Convert Lat/Longs to X/Y Co-ordinates

2019-01-08 23:57发布

问题:

I have the Lat/Long value of an small area in Melbourne; -37.803134,145.132377 and also a flat image of that,that I exported from openstreet map( Osmarender Image ). Image width : 1018 and Height:916

I would like to be able to convert, using C++, the Lat/Long to an X,Y coordinate where the point would reflect the location.

I used various formula's that I found in web like one given below but nothing helps.

var y = ((-1 * lat) + 90) * (MAP_HEIGHT / 180);
var x = (lon + 180) * (MAP_WIDTH / 360);

It would be of great help if any one give me clear explanation of how to do this . Any code would be much appreciated.

回答1:

You need more information than just a single lat/lon pair to be able to do this.

At this stage, the information you have provided is missing two things:

  • how large an area does your image cover (in terms of lat/lon)? Based on what you've provided, I don't know if the image shows an area a metre wide or a kilometre wide.
  • what spot on your image does your reference coordinate (-37.803134, 145.132377) refer to? Is it one of the corners? In the middle somewhere?

I'm also going to assume that your image is aligned north/south - for example, it doesn't have north pointing towards the top left corner. That would tend to complicate things.

The easiest approach is to figure out exactly what lat/lon coordinates correspond to the (0, 0) pixel and the (1017, 915) pixel. Then you can figure out the pixel corresponding to a given lat/lon coordinate through interpolation.

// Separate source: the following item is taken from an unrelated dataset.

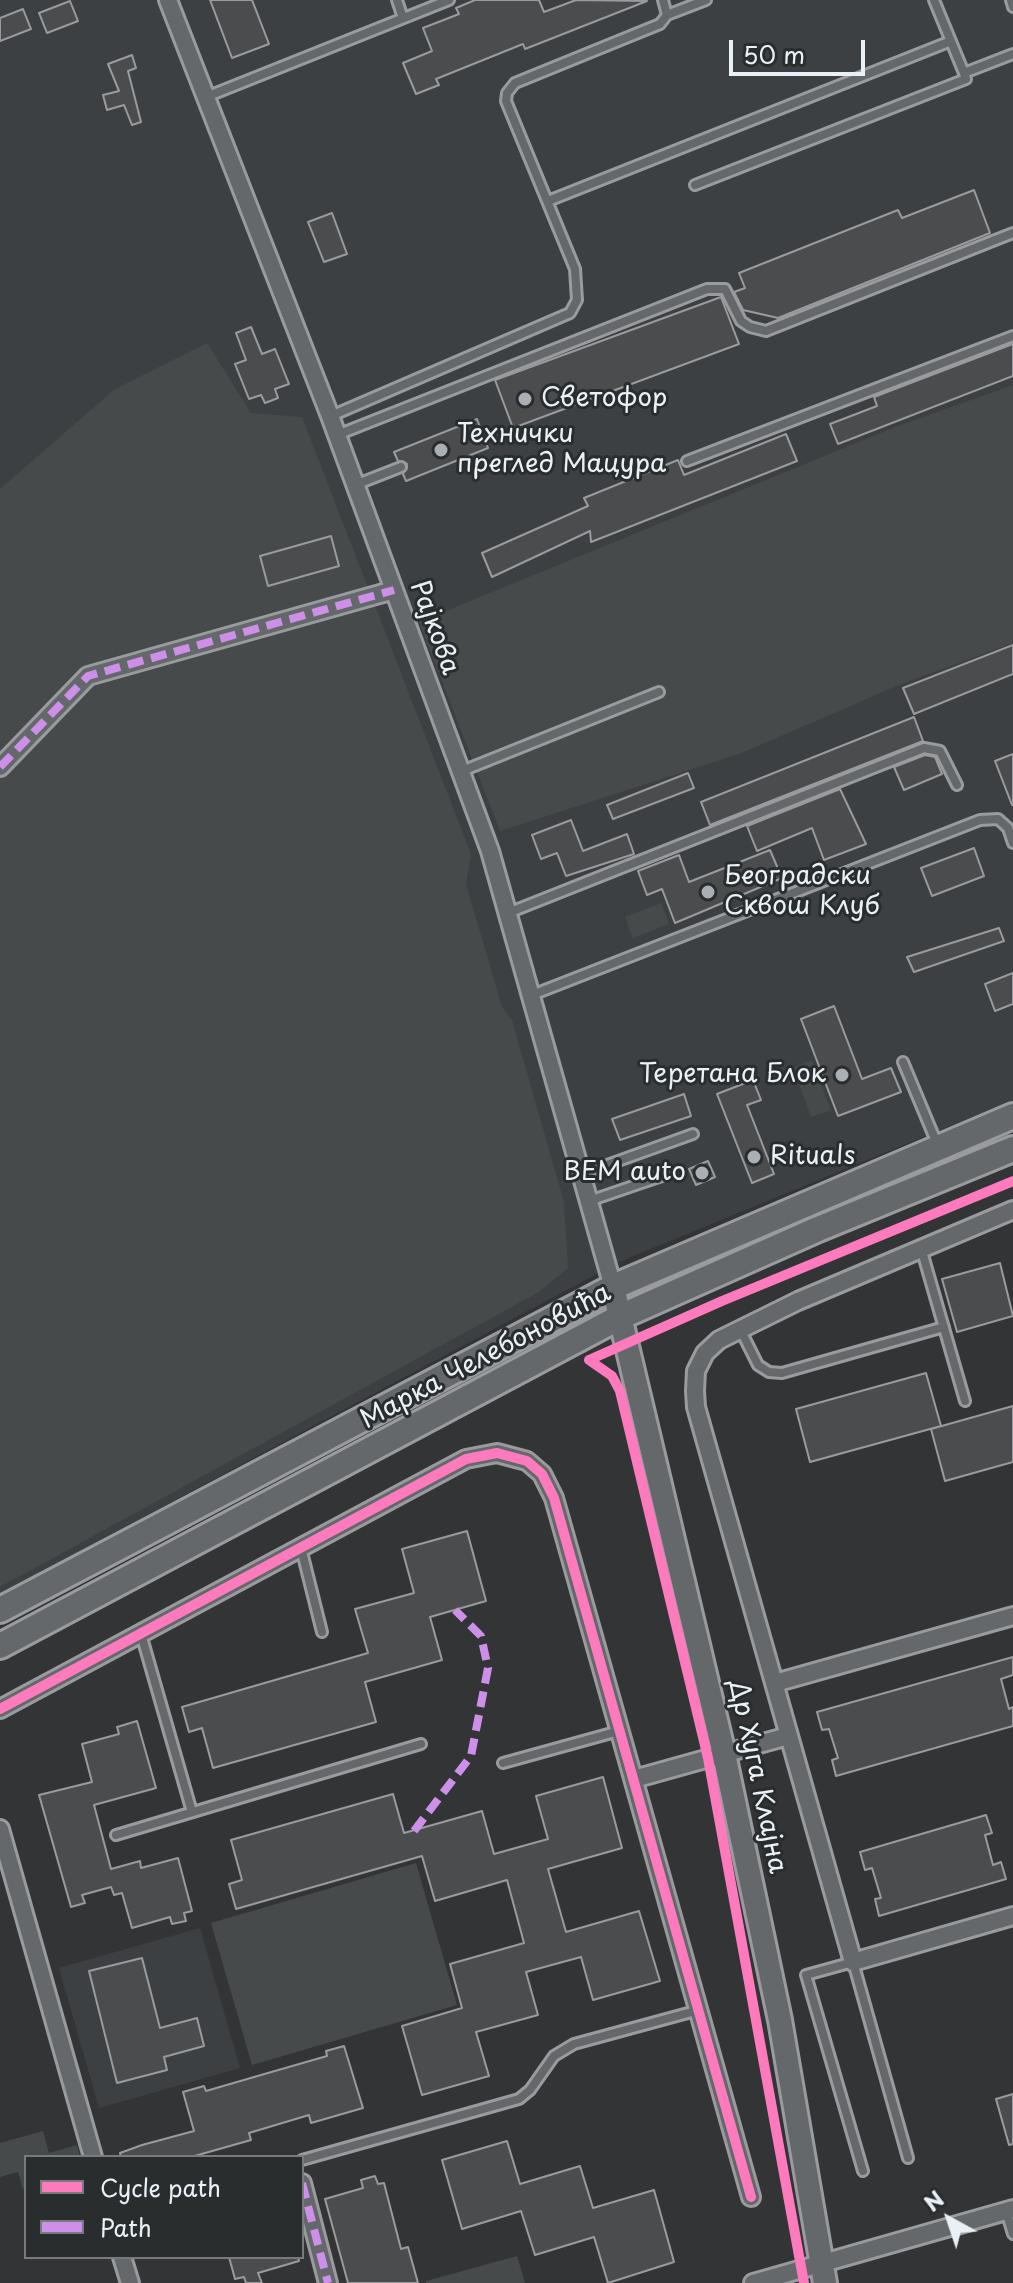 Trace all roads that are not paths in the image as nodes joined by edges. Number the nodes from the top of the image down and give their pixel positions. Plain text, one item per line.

To briefly outline that process, imagine that your (-37.803134, 145.132377) lat/lon corresponds to your (0, 0) pixel, and that you've discovered that your (1017, 915) pixel corresponds to the lat/lon (-37.798917, 145.138535). Assuming the usual convention with pixel (0, 0) in the bottom-left corner, this means north is up in the image.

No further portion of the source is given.